Jaksa Trimo juga mempertanyakan pemecahan akta dalam penjualan PT PWU. Lagi-lagi Dahlan tidak tahu apa yang terjadi di balik pemecahan itu. Sebab, memang semua diatur tim penjualan yang diketuai Wisnu. ’’Soal dipecah aktanya, saya tidak tahu apa tujuannya. Saya hanya disodori untuk tanda tangan,’’ ujarnya.
Dahlan menyatakan, dalam sidang sudah terungkap bahwa pemecahan akta dan pembayaran merupakan kesepakatan WW dengan Sam Santoso selaku pembeli dalam proses negosiasi. Hasil negosiasi itu diajukan kepada Dahlan untuk dimintakan persetujuan.

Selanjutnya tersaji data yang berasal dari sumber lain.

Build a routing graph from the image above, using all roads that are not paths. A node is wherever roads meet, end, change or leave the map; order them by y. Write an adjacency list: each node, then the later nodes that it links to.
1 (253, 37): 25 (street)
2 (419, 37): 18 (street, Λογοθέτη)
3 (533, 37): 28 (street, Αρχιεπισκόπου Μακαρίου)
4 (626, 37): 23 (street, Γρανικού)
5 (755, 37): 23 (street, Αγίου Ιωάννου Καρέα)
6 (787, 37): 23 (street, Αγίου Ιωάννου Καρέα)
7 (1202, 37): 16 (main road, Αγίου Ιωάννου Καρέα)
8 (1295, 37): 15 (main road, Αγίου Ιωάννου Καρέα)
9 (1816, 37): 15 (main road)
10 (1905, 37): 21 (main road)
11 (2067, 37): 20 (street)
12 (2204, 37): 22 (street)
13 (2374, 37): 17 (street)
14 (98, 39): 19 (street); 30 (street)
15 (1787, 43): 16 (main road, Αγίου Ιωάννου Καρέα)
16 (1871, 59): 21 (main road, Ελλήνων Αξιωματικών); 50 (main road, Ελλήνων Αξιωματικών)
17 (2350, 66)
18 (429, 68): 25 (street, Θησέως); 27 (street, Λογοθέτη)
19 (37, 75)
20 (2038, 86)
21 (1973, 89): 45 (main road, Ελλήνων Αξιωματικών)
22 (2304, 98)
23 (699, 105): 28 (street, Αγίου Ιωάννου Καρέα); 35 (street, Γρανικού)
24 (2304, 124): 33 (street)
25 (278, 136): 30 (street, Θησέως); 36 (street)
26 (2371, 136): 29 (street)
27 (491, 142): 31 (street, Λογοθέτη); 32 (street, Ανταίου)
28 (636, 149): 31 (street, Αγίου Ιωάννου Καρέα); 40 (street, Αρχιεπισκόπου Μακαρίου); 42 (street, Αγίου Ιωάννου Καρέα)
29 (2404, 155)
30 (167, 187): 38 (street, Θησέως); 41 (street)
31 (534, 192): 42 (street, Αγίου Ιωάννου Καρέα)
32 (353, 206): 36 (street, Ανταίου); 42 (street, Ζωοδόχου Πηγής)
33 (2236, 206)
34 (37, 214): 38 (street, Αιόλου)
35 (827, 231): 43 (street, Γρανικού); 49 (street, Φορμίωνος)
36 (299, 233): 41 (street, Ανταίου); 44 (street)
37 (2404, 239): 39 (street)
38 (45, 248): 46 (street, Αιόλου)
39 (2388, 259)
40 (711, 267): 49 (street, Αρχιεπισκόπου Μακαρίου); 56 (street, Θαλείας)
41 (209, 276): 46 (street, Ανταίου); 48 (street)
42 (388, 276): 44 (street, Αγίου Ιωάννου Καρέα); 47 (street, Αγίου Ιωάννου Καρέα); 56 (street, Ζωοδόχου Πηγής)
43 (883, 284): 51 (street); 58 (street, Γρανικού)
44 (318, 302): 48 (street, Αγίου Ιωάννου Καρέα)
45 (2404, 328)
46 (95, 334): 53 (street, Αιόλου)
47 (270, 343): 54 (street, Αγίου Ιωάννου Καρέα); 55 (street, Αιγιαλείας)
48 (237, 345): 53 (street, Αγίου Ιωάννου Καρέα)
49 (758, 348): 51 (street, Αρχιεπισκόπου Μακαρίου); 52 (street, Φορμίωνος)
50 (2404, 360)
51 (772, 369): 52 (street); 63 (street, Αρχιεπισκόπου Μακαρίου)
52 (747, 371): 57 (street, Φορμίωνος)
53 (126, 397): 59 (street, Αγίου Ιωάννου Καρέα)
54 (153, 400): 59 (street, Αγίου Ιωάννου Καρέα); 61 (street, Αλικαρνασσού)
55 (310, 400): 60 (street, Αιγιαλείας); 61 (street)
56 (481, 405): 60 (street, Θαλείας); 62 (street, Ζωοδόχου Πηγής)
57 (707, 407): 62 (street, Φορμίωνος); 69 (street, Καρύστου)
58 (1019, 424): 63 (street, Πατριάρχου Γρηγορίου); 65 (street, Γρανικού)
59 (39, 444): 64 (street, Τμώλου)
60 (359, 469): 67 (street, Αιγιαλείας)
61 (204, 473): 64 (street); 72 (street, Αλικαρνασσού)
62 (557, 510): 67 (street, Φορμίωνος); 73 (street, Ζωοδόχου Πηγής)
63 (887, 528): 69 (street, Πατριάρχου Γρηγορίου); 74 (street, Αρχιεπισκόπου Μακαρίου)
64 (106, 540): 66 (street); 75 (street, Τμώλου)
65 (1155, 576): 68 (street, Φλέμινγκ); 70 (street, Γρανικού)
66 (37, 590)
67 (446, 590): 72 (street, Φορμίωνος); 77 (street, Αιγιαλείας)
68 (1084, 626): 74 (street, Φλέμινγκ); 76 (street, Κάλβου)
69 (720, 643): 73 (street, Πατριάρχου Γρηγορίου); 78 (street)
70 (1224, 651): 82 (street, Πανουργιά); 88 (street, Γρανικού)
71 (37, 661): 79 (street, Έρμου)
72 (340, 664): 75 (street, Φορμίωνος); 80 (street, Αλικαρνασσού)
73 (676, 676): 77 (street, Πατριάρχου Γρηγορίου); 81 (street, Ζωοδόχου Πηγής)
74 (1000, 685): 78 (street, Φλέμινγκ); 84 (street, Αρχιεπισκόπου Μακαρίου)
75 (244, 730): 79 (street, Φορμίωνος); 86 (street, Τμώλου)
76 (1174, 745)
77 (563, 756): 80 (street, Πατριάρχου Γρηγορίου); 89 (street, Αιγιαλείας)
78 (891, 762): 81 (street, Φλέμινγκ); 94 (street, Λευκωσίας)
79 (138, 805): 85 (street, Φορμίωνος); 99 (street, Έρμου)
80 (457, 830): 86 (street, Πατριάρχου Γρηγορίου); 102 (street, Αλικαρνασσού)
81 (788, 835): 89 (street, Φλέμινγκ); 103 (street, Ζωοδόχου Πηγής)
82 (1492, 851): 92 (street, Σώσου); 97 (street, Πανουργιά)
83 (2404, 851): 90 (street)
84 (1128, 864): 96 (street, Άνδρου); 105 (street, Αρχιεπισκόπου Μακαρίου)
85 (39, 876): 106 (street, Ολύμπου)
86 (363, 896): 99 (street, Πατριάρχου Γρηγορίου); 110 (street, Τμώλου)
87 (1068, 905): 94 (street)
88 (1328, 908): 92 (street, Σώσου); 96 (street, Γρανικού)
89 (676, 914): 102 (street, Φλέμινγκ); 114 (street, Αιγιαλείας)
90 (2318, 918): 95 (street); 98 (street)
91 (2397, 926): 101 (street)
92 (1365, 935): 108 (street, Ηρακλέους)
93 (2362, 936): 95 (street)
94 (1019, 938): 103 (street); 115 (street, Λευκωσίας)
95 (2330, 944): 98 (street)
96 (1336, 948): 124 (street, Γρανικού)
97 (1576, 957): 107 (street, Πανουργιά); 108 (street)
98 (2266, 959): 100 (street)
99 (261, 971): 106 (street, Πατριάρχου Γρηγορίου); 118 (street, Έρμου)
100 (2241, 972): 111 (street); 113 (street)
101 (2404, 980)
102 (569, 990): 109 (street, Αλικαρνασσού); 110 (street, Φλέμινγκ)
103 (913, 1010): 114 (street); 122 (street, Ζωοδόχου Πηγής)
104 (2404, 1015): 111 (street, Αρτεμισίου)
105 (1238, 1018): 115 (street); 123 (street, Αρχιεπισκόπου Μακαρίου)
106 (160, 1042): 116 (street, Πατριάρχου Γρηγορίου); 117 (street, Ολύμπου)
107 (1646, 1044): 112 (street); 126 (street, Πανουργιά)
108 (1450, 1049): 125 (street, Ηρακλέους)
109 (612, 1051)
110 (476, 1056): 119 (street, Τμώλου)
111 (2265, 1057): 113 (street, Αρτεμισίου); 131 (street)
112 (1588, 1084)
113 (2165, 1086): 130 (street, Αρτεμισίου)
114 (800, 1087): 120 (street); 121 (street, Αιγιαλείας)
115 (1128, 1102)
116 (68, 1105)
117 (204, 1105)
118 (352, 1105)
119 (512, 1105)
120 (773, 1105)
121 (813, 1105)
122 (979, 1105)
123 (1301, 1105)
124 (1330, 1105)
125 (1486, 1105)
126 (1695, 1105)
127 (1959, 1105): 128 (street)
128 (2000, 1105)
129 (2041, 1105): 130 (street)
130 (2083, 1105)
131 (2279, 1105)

Sebelum bertanda tangan, Dahlan juga menanyakan apakah semua telah sesuai dengan prosedur. Ketika dijawab sudah, Dahlan baru menekennya. Sebelum bertanda tangan, dia juga memastikan apakah uang sudah masuk ke perusahaan dan jumlahnya sama dengan kesepakatan. Dahlan sempat menggugah nurani jaksa yang terus mencari kesalahannya dalam penjualan dua aset PT PWU, yakni di Kediri dan Tulungagung.
Menurut dia, tugasnya sebagai Dirut tidak hanya terkait dengan penjualan aset di Kediri dan Tulungagung, tapi juga harus menghidupkan perusahaan. ’’Mohon jangan dibayangkan pekerjaan saya di PT PWU hanya melakukan penjualan aset. Tugas berat saya saat itu luar biasa banyaknya,’’ ungkapnya.
Mulai memindahkan pabrik kulit yang begitu jorok di Jalan A. Yani (Surabaya) ke Pasuruan, membangun pabrik karet baru, hingga membangun gedung Jatim Expo. Tugas berat itu dilaluinya dengan tetap memimpin Jawa Pos Group. ’’Saat itu saya sering datang ke pabrik-pabrik PWU jam 02.00 malam. Karena pekerjaan di Jawa Pos baru selesai jam 01.00,’’ ujarnya.
Kondisi tersebut masih ditambah masalah kesehatan Dahlan. Saat itu Dahlan mulai terdeteksi menderita kanker hati. Agus Dwiwarsono menyatakan, agenda pemeriksaan Dahlan sebagai terdakwa akhirnya mampu menggugurkan semua dakwaan jaksa.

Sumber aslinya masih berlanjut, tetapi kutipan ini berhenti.